Every line of the data below that holds the string "main" needs to be reported.

(Beginning of Data to examine)

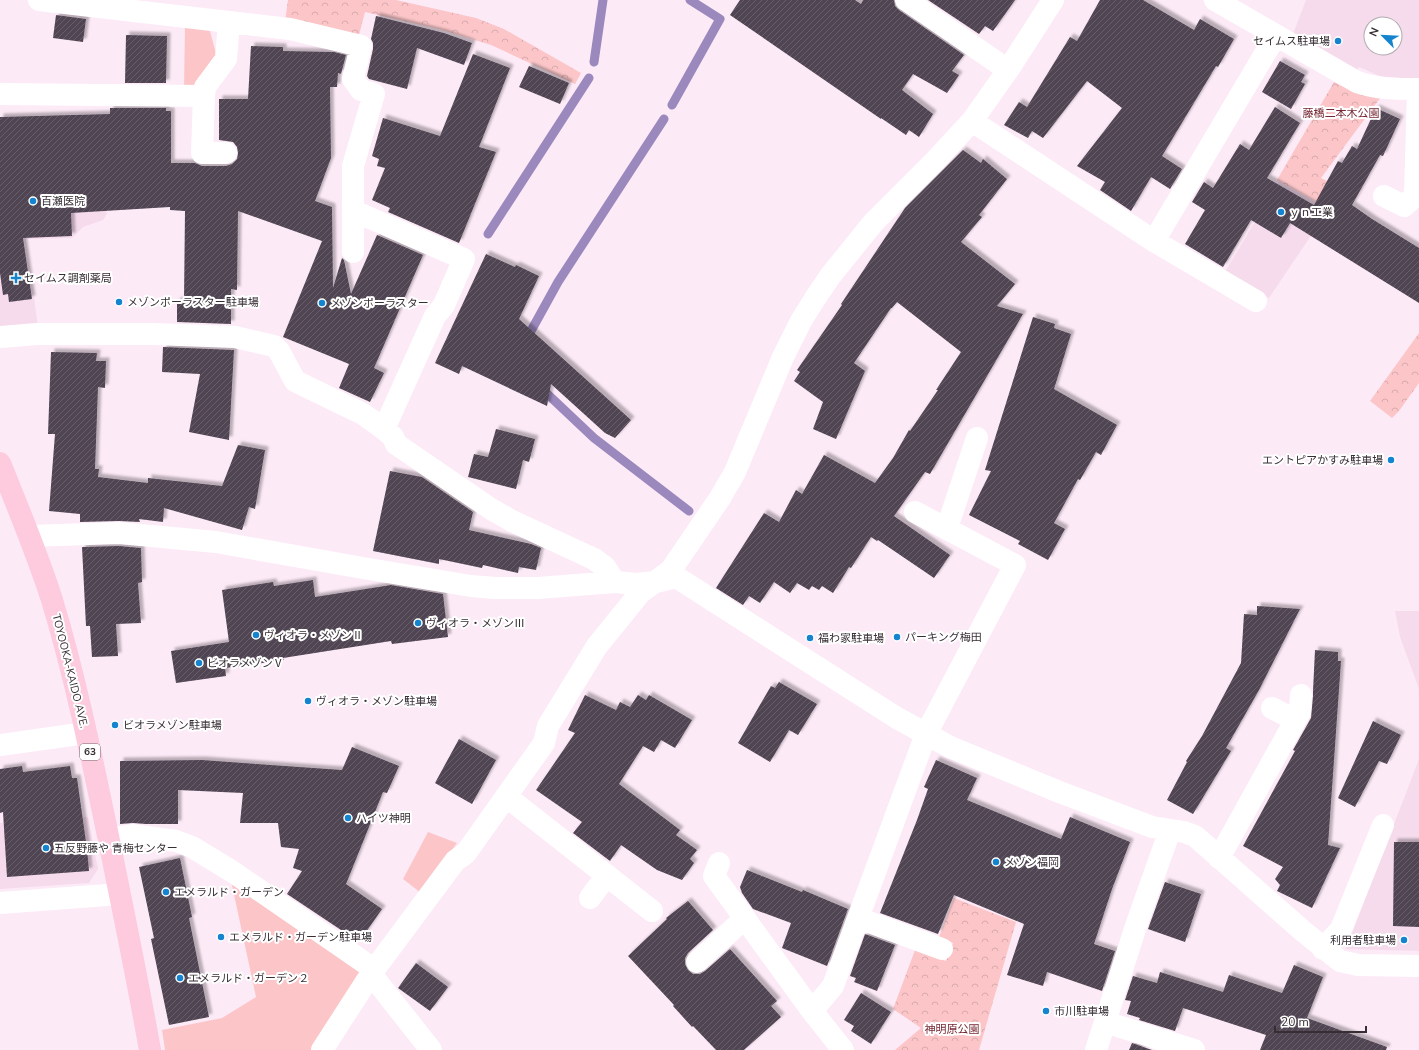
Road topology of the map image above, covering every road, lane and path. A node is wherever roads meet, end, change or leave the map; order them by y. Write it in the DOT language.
graph roads {
  1 [pos="39,0"];
  2 [pos="906,0"];
  3 [pos="1053,0"];
  4 [pos="1215,0"];
  5 [pos="229,22"];
  6 [pos="1276,36"];
  7 [pos="1008,70"];
  8 [pos="1419,89"];
  9 [pos="0,94"];
  10 [pos="204,96"];
  11 [pos="972,121"];
  12 [pos="226,154"];
  13 [pos="1384,196"];
  14 [pos="354,211"];
  15 [pos="1154,241"];
  16 [pos="353,252"];
  17 [pos="1256,301"];
  18 [pos="0,337"];
  19 [pos="384,429"];
  20 [pos="977,438"];
  21 [pos="0,463"];
  22 [pos="916,512"];
  23 [pos="947,528"];
  24 [pos="28,536"];
  25 [pos="615,582"];
  26 [pos="656,582"];
  27 [pos="1300,695"];
  28 [pos="1272,708"];
  29 [pos="1295,720"];
  30 [pos="86,733"];
  31 [pos="926,734"];
  32 [pos="0,745"];
  33 [pos="507,796"];
  34 [pos="1383,825"];
  35 [pos="1170,830"];
  36 [pos="108,839"];
  37 [pos="1220,858"];
  38 [pos="719,863"];
  39 [pos="607,875"];
  40 [pos="120,894"];
  41 [pos="590,898"];
  42 [pos="0,903"];
  43 [pos="652,911"];
  44 [pos="745,918"];
  45 [pos="858,918"];
  46 [pos="942,949"];
  47 [pos="1323,949"];
  48 [pos="697,962"];
  49 [pos="1419,966"];
  50 [pos="371,974"];
  51 [pos="812,1011"];
  52 [pos="1105,1022"];
  53 [pos="150,1050"];
  54 [pos="322,1050"];
  55 [pos="431,1050"];
  56 [pos="843,1050"];
  57 [pos="1096,1050"];
  58 [pos="1194,1050"];
  1 -- 5 [label="street"];
  2 -- 7 [label="street"];
  3 -- 7 [label="street"];
  4 -- 6 [label="street"];
  5 -- 10 [label="street"];
  5 -- 14 [label="street"];
  6 -- 8 [label="street"];
  6 -- 15 [label="street"];
  7 -- 11 [label="street"];
  8 -- 13 [label="street"];
  9 -- 10 [label="street"];
  10 -- 12 [label="street"];
  11 -- 15 [label="street"];
  11 -- 26 [label="street"];
  14 -- 16 [label="street"];
  14 -- 19 [label="street"];
  15 -- 17 [label="street"];
  18 -- 19 [label="street"];
  19 -- 25 [label="street"];
  20 -- 23 [label="street"];
  21 -- 24 [label="main road, TOYOOKA-KAIDO AVE. / 63"];
  22 -- 23 [label="street"];
  23 -- 31 [label="street"];
  24 -- 25 [label="street"];
  24 -- 30 [label="main road, TOYOOKA-KAIDO AVE. / 63"];
  25 -- 26 [label="street"];
  26 -- 31 [label="street"];
  26 -- 33 [label="street"];
  27 -- 29 [label="street"];
  28 -- 29 [label="street"];
  29 -- 37 [label="street"];
  30 -- 32 [label="street"];
  30 -- 36 [label="main road, TOYOOKA-KAIDO AVE. / 63"];
  31 -- 35 [label="street"];
  31 -- 45 [label="street"];
  33 -- 39 [label="street"];
  33 -- 50 [label="street"];
  34 -- 47 [label="street"];
  35 -- 37 [label="street"];
  35 -- 52 [label="street"];
  36 -- 40 [label="main road, TOYOOKA-KAIDO AVE. / 63"];
  36 -- 50 [label="street"];
  37 -- 47 [label="street"];
  38 -- 44 [label="street"];
  39 -- 41 [label="street"];
  39 -- 43 [label="street"];
  40 -- 42 [label="street"];
  40 -- 53 [label="main road, TOYOOKA-KAIDO AVE. / 63"];
  44 -- 48 [label="street"];
  44 -- 51 [label="street"];
  45 -- 46 [label="street"];
  45 -- 51 [label="street"];
  47 -- 49 [label="street"];
  50 -- 54 [label="street"];
  50 -- 55 [label="street"];
  51 -- 56 [label="street"];
  52 -- 57 [label="street"];
  52 -- 58 [label="street"];
}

(End of Data to examine)

• Output for this task
  21 -- 24 [label="main road, TOYOOKA-KAIDO AVE. / 63"];
  24 -- 30 [label="main road, TOYOOKA-KAIDO AVE. / 63"];
  30 -- 36 [label="main road, TOYOOKA-KAIDO AVE. / 63"];
  36 -- 40 [label="main road, TOYOOKA-KAIDO AVE. / 63"];
  40 -- 53 [label="main road, TOYOOKA-KAIDO AVE. / 63"];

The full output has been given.